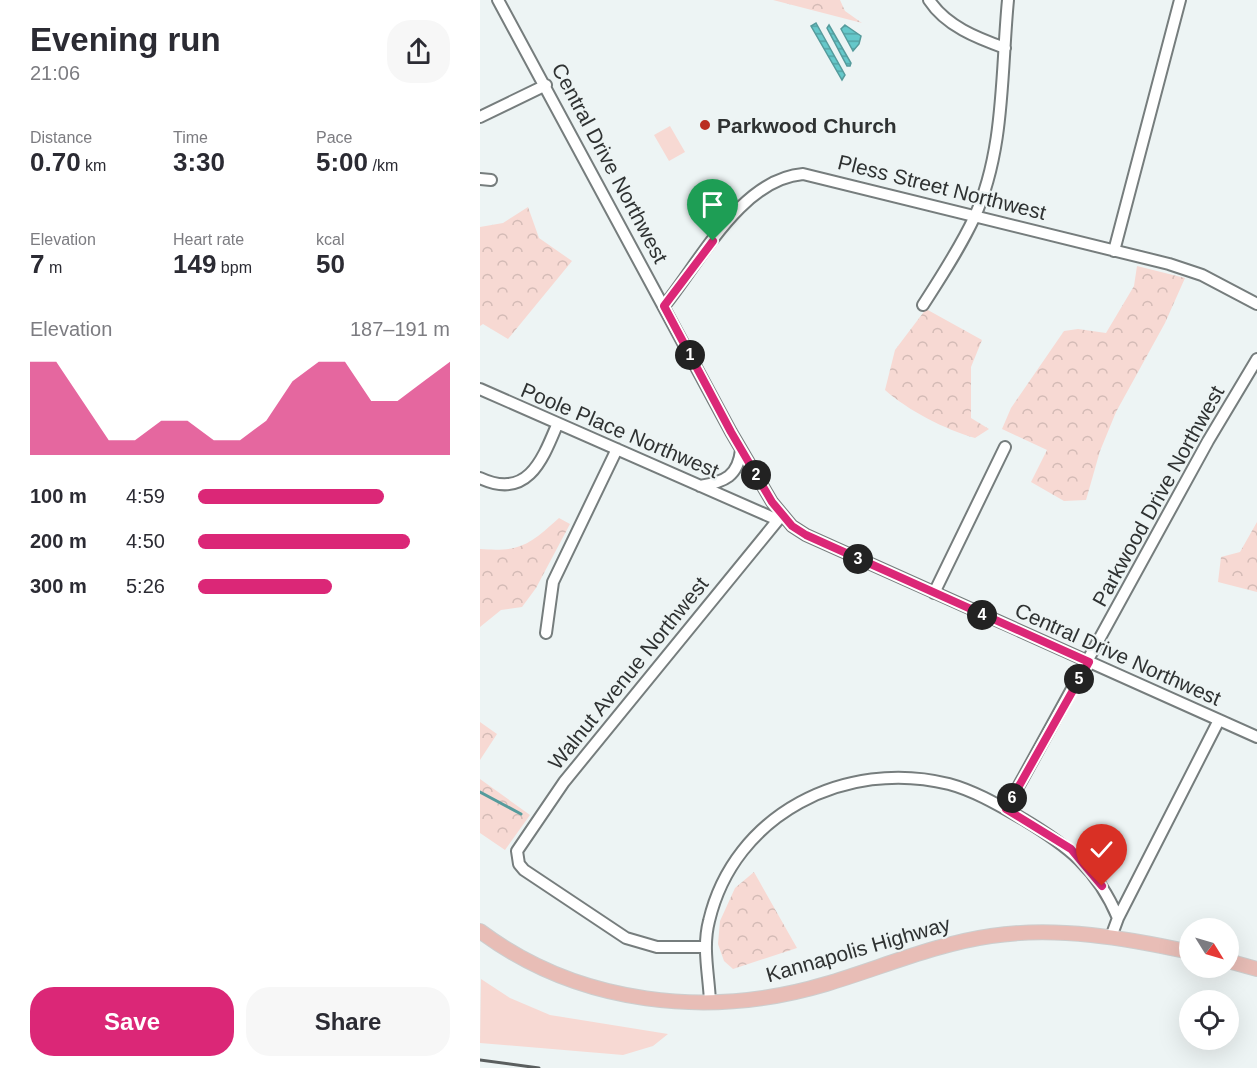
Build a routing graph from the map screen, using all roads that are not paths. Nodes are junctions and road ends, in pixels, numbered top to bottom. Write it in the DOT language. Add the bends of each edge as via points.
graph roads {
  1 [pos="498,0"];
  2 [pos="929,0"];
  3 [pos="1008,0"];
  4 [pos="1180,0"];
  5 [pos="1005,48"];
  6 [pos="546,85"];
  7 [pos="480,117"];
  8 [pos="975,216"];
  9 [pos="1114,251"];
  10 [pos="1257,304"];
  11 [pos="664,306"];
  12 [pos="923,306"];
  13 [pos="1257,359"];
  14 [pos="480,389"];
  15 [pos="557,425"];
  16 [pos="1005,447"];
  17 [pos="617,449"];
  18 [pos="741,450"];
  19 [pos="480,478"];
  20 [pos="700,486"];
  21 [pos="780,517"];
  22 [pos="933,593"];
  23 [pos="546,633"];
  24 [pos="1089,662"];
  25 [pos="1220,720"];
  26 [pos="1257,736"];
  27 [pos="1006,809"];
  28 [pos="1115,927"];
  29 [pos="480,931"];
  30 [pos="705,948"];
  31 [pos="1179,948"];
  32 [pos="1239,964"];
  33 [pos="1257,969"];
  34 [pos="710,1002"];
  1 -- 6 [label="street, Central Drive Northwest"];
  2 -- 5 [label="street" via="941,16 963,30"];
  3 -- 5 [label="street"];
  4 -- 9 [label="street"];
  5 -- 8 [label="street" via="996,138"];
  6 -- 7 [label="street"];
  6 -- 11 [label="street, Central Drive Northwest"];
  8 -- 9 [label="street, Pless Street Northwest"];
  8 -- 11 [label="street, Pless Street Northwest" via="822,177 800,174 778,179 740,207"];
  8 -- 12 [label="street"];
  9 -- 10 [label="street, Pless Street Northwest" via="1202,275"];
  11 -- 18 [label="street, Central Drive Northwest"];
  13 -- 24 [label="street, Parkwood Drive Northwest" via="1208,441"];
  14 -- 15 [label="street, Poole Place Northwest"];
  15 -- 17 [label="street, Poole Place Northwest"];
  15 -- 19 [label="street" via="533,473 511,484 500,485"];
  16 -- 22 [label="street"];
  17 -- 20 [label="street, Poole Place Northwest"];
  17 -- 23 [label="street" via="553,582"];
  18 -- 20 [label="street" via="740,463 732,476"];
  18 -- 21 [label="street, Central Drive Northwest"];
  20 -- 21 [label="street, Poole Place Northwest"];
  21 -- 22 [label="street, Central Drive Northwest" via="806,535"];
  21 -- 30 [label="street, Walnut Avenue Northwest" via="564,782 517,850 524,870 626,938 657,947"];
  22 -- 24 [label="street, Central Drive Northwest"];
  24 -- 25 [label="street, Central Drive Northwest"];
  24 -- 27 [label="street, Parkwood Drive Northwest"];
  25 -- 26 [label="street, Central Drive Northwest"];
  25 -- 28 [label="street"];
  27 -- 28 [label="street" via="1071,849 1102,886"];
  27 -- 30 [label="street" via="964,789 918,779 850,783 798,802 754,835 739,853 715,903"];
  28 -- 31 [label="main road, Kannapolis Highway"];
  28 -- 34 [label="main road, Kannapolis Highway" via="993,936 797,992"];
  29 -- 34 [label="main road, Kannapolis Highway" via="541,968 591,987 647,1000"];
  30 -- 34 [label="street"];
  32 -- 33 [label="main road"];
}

Instructions for the task: The answer should be nothing but the number of lines above that contain "Parkwood".

Answer to the exercise: 2